When I read that the 2018 Gathering of Leaders Theme was “Racial Reconciliation and Discipleship in the Missionary Church,” I immediately checked my calendar to see what Gathering worked with my calendar (and I could drive to!). My congregation is dedicated in our work of anti-racism; it is part of what called me to this ministry. The synergy was too much to ignore – especially in our current political context – and I was hopeful to deepen the difficult conversations about racial/ethnic reconciliation with like-minded colleagues.

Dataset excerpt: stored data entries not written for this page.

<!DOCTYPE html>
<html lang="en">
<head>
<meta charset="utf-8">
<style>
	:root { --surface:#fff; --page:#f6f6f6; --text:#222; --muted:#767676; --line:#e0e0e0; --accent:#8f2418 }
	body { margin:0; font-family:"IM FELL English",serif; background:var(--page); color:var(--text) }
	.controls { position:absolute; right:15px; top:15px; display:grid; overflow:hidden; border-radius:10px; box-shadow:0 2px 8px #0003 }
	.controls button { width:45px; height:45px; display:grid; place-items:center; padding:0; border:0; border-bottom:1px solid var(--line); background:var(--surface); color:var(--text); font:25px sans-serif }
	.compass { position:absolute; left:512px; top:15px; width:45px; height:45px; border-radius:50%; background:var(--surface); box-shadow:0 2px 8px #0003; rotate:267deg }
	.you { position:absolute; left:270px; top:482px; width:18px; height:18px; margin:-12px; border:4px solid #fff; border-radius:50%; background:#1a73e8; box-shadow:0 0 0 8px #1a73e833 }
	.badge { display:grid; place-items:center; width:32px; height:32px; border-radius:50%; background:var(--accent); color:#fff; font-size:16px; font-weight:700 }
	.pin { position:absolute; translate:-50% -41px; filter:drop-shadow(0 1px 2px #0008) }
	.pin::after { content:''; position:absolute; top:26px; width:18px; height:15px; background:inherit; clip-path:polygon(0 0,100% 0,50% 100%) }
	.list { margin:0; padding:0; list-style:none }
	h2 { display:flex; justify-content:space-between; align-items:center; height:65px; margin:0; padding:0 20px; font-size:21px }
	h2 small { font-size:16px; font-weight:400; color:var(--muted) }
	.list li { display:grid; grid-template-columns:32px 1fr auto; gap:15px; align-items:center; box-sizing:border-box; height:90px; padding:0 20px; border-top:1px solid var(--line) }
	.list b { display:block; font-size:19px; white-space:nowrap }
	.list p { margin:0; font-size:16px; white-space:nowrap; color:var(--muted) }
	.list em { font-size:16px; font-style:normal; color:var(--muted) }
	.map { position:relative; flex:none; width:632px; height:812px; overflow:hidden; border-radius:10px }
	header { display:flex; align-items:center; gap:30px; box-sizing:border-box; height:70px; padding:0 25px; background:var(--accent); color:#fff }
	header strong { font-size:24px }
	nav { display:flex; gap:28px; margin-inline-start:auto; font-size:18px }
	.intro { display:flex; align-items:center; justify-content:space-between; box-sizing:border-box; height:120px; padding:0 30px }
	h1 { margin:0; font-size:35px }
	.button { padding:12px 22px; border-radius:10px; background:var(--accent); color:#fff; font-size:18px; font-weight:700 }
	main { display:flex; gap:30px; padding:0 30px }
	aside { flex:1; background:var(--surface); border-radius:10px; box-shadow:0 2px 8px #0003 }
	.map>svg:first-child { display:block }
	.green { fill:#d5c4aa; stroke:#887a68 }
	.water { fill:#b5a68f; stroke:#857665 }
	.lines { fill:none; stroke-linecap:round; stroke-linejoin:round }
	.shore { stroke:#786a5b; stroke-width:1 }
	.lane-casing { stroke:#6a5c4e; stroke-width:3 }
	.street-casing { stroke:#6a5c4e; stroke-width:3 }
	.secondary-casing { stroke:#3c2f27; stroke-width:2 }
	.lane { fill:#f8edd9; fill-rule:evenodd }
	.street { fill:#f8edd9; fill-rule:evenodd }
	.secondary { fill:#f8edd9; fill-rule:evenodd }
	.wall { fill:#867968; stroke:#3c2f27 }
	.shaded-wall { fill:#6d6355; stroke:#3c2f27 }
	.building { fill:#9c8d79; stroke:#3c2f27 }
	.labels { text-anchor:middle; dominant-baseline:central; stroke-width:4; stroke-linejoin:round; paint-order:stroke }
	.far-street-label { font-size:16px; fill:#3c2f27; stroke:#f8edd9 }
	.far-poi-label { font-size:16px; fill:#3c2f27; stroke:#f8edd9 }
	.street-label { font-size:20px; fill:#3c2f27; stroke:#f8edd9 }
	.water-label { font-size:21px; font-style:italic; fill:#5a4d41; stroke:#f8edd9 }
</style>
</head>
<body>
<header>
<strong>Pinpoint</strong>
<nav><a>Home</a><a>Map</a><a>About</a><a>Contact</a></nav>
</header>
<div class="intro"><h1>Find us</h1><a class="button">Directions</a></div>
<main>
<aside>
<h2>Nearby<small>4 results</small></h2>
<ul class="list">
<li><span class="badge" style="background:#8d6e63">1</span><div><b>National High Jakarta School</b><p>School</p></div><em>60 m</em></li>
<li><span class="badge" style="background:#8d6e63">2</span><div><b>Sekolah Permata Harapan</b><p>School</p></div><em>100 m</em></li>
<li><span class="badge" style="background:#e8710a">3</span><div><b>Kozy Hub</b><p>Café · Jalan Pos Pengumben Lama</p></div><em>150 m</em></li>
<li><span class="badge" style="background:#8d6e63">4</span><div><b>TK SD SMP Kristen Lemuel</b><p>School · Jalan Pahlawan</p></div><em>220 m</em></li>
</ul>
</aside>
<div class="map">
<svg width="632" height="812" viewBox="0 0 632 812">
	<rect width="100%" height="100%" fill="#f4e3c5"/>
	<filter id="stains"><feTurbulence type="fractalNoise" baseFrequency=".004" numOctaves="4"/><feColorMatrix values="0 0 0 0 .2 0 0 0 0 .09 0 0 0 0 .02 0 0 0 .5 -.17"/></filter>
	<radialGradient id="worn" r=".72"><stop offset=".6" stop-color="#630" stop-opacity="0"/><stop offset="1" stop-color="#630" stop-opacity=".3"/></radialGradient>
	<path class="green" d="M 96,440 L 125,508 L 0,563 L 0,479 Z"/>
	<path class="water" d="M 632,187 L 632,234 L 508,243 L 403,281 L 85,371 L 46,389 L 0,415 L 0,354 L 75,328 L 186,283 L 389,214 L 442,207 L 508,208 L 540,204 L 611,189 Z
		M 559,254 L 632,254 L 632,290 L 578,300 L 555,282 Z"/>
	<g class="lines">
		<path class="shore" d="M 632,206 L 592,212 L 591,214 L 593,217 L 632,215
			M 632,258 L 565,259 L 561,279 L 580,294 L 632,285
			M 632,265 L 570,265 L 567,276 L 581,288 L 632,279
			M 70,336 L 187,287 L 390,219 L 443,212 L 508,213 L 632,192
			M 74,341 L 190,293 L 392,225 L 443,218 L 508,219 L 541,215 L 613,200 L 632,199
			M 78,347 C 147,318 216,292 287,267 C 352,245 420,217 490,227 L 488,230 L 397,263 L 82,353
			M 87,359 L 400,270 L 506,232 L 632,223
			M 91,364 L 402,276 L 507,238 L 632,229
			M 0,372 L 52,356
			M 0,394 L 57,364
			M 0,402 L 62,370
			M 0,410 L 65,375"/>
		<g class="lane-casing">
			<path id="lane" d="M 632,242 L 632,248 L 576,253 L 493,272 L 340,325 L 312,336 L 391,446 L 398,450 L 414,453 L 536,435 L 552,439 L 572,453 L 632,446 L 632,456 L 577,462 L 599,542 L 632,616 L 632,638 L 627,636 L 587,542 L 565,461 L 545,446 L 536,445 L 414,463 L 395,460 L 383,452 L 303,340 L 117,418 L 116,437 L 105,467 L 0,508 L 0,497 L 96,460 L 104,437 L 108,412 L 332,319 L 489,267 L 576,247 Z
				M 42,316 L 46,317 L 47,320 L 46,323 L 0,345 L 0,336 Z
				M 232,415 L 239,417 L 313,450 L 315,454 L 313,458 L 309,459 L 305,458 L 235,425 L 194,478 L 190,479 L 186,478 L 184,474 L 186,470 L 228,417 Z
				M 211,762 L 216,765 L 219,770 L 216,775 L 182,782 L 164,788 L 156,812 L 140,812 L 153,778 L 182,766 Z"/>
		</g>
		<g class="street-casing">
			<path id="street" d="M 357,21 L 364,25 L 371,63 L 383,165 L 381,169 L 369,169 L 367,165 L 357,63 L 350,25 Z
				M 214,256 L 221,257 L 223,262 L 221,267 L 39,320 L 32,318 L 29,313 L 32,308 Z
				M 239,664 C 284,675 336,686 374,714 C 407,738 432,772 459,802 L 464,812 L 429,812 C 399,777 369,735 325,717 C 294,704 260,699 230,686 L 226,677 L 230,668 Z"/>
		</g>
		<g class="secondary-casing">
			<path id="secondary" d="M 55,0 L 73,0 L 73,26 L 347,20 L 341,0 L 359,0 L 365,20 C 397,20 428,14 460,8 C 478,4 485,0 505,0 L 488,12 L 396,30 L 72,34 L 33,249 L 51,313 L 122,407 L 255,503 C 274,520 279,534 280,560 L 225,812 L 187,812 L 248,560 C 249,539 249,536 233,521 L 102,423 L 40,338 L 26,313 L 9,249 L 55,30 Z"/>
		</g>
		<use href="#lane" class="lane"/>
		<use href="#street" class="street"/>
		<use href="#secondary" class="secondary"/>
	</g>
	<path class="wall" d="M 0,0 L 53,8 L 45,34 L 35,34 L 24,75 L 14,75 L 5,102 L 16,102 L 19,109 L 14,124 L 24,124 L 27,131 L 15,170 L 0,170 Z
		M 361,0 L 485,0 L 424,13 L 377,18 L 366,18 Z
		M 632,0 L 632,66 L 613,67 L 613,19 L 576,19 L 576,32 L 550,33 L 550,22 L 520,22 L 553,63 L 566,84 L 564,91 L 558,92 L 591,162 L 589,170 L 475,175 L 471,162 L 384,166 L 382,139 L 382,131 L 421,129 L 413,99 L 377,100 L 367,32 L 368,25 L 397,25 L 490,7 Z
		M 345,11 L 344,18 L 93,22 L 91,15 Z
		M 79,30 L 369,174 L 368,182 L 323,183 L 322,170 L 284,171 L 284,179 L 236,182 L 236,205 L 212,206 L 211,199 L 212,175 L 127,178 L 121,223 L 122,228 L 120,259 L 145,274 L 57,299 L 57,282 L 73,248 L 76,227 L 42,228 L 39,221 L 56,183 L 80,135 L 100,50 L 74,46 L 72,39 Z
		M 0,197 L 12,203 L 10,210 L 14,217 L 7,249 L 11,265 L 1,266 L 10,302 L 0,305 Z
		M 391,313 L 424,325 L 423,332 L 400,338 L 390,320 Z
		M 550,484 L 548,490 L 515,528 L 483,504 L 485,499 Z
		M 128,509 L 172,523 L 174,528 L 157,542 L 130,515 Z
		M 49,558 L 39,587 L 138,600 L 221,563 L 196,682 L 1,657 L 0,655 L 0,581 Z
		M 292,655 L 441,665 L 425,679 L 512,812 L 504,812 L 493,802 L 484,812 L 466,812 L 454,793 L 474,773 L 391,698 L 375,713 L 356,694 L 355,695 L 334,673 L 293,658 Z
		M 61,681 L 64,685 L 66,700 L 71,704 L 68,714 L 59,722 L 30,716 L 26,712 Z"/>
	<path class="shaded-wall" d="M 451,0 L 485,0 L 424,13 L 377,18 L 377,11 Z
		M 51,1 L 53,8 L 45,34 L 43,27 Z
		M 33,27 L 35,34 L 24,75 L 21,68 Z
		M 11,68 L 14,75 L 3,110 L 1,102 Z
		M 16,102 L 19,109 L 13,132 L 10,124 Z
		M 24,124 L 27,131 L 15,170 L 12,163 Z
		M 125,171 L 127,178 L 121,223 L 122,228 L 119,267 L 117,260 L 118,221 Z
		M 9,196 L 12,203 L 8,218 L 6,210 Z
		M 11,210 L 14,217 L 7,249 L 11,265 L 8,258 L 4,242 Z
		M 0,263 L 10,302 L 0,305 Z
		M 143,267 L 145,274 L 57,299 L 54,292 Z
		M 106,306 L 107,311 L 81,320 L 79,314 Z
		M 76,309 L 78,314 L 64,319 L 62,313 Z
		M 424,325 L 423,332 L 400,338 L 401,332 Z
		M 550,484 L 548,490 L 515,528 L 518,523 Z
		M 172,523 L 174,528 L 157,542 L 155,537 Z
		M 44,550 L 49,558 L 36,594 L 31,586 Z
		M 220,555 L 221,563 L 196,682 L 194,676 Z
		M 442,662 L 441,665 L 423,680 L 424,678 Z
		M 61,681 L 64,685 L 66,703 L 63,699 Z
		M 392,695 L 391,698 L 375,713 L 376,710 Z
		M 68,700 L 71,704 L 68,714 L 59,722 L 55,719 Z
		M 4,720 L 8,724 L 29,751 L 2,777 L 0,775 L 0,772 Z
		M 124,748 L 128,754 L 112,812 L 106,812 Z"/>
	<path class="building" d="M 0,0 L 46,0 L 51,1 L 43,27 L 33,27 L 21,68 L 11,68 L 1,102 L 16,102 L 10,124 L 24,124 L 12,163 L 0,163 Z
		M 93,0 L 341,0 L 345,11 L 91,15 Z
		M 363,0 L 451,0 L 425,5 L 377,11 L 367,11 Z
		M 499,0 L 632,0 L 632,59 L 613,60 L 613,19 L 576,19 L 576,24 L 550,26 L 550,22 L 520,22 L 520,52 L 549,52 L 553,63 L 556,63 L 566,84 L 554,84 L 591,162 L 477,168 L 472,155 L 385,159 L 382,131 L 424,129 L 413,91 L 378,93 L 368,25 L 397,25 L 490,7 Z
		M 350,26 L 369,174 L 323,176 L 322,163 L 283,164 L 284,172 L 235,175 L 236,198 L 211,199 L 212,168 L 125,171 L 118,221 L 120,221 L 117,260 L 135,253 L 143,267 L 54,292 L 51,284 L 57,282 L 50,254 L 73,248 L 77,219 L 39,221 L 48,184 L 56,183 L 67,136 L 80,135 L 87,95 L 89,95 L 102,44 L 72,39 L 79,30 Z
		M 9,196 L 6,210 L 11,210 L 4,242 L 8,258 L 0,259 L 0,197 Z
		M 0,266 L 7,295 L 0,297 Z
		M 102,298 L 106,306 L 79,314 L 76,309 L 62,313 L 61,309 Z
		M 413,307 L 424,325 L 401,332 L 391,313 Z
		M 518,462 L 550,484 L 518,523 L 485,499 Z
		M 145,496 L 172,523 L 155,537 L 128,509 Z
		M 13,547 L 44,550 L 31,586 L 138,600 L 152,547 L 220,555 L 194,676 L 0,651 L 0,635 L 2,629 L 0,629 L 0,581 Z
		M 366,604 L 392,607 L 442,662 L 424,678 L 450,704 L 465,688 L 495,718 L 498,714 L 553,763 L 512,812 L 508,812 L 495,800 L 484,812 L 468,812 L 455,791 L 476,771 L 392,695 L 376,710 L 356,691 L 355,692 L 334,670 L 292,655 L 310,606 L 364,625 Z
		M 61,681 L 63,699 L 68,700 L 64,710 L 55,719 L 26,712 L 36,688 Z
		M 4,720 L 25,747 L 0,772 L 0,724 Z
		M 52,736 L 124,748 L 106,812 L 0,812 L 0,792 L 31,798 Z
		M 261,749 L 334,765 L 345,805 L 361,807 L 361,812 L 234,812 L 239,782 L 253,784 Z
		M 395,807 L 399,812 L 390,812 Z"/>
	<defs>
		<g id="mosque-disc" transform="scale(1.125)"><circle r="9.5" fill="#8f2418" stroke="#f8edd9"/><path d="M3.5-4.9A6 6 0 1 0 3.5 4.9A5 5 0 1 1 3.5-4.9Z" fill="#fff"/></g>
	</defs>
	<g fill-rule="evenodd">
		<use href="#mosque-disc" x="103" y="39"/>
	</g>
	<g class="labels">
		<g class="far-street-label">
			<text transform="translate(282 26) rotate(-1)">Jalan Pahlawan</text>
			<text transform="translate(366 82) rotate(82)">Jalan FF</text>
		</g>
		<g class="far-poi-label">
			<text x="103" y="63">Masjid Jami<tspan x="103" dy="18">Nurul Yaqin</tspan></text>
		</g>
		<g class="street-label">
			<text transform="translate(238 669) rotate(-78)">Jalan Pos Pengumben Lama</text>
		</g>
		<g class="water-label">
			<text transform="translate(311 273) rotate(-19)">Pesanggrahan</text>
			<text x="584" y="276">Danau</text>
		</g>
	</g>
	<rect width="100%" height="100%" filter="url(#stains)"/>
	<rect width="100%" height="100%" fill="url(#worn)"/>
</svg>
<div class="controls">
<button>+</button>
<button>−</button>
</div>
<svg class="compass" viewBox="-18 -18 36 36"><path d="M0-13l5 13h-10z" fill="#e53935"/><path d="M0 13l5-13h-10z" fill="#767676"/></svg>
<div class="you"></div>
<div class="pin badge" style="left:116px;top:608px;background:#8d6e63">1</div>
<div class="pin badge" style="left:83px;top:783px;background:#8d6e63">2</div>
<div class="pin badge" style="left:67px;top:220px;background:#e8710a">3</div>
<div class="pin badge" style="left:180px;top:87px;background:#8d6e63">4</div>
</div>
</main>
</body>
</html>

The Holy Spirit showed up and did her work! We did go deep into the realities of the pain and fear that people of color experience EVERY DAY. I was confronted – again – that my white privilege allows me more comfort and access than I am aware of (or choose to be aware of) EVERY DAY. The raw, true emotions of my colleagues of color who must deal with ignorance, intolerance, and injustice EVERY DAY was humbling and hard to witness. We sat at the foot of the Cross together for a moment. I was confronted most starkly about the sin of racism and my need for repentance and redemption.
Powerful truths were shared in the presentations and reflections and (like most GOL offerings) were liberally sprinkled with humor and wit. Unfortunately, sometimes the humor got in the way of staying in the pain-filled places, which is indicative of such conversations. Just as we get to a place of dis-ease, we jerk back into a place of comfort (especially for white people) so as to not “lose” ourselves. And yet Jesus tells us in Matthew 10.39, “Those who find their life will lose it, and those who lose their life for my sake will find it.”
Two days is not nearly enough time to do this topic justice. Truthfully, a lifetime is probably not long enough, but that is what we have, so I am compelled to continue the work I have to do to be in those uncomfortable places. I am beholden to my courageous colleagues who accompanied me on this short journey. It was one of the most powerful and honest meetings I’ve attended. In a short time, we were able to trust each other enough to speak the Truth. That is what makes GOL a positive and necessary part of our continued formation.